Moloka’i by Alan Brennert
Rachel Kalama, a spirited seven-year-old Hawaiian girl, dreams of visiting far-off lands like her father, a merchant seaman. Then one day a rose-colored mark appears on her skin, and those dreams are stolen from her. Taken from her home and family, Rachel is sent to Kalaupapa, the quarantined leprosy settlement on the
island of Moloka’i. Here her life is supposed to end—but instead she discovers it is only just beginning.

The Girl I Left Behind: A Narrative History of the Sixties by Judith Nies
When her husband brought home a list of questions from an FBI file with Judith’s name on the front, Nies soon realized that her life was about to take a radical turn from the idyllic existence it had been. Shocked to find herself the focus of an FBI investigation into her political activities, Nies began to reevaluate her role as grateful employee and dutiful wife. She chronicles the experiences of those women who, like herself, reinvented their lives in the midst of a wildly shifting social and political landscape.

Housekeeping by Marilynne Robinson
A modern classic, the author spins the story of Ruth and her younger sister, Lucille, who grow up haphazardly, first under the care of their competent grandmother, then of two comically bumbling great-aunts, and finally of Sylvie, the eccentric and remote sister of their dead mother.
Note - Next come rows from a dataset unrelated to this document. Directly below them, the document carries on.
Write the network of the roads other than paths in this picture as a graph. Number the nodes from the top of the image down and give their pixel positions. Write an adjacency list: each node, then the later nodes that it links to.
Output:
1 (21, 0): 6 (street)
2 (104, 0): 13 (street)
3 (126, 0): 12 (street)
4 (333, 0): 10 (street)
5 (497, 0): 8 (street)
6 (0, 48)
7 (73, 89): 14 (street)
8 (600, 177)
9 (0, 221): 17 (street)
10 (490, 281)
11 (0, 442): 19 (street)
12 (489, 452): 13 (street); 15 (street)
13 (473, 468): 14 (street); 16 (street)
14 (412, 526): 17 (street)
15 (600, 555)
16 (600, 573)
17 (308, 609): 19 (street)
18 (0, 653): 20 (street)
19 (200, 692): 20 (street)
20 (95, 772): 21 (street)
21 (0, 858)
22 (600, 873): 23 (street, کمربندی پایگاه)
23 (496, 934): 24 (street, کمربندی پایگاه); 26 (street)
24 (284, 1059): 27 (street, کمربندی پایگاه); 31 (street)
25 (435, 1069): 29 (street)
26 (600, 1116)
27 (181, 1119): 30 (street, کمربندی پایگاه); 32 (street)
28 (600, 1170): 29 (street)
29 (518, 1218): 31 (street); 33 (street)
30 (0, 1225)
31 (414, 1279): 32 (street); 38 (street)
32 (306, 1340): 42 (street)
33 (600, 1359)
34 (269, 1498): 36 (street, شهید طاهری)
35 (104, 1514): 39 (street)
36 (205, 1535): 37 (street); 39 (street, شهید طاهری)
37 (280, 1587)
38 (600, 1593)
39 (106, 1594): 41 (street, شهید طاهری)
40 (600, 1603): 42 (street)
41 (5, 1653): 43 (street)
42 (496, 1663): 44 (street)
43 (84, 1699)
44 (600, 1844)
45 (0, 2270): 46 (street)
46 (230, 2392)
Unafraid of the Dark: A Memoir by Rosemary L. Bray
A former editor of The New York Times Book Review describes growing up poor in Chicago in the 1960s and becoming one of the first black women at Yale. The last chapter makes a strong statement against the 1996 welfare-reform bill that will force parents of young children to work, making them unable to give the care that, thanks to welfare, her mother was home to give her. 
 

Ten-Year Nap by Meg Wolitzer
A group of friends have all abandoned promising careers (in art, law and academia) in favor of full-time motherhood. When their children were babies, that decision was defensible to themselves and others; 10 years on, all of these women, whose interconnected stories merge during their regular breakfasts at a
Manhattan restaurant, harbor hidden doubts. 
 

Hateship, Friendship, Courtship, Loveship, Marriage: Stories by Alice Munro
Short story master Alice Munro achieves new heights, creating breathtaking narratives that loop and swerve like memory, and conjuring up characters as thorny and contradictory as people we know ourselves.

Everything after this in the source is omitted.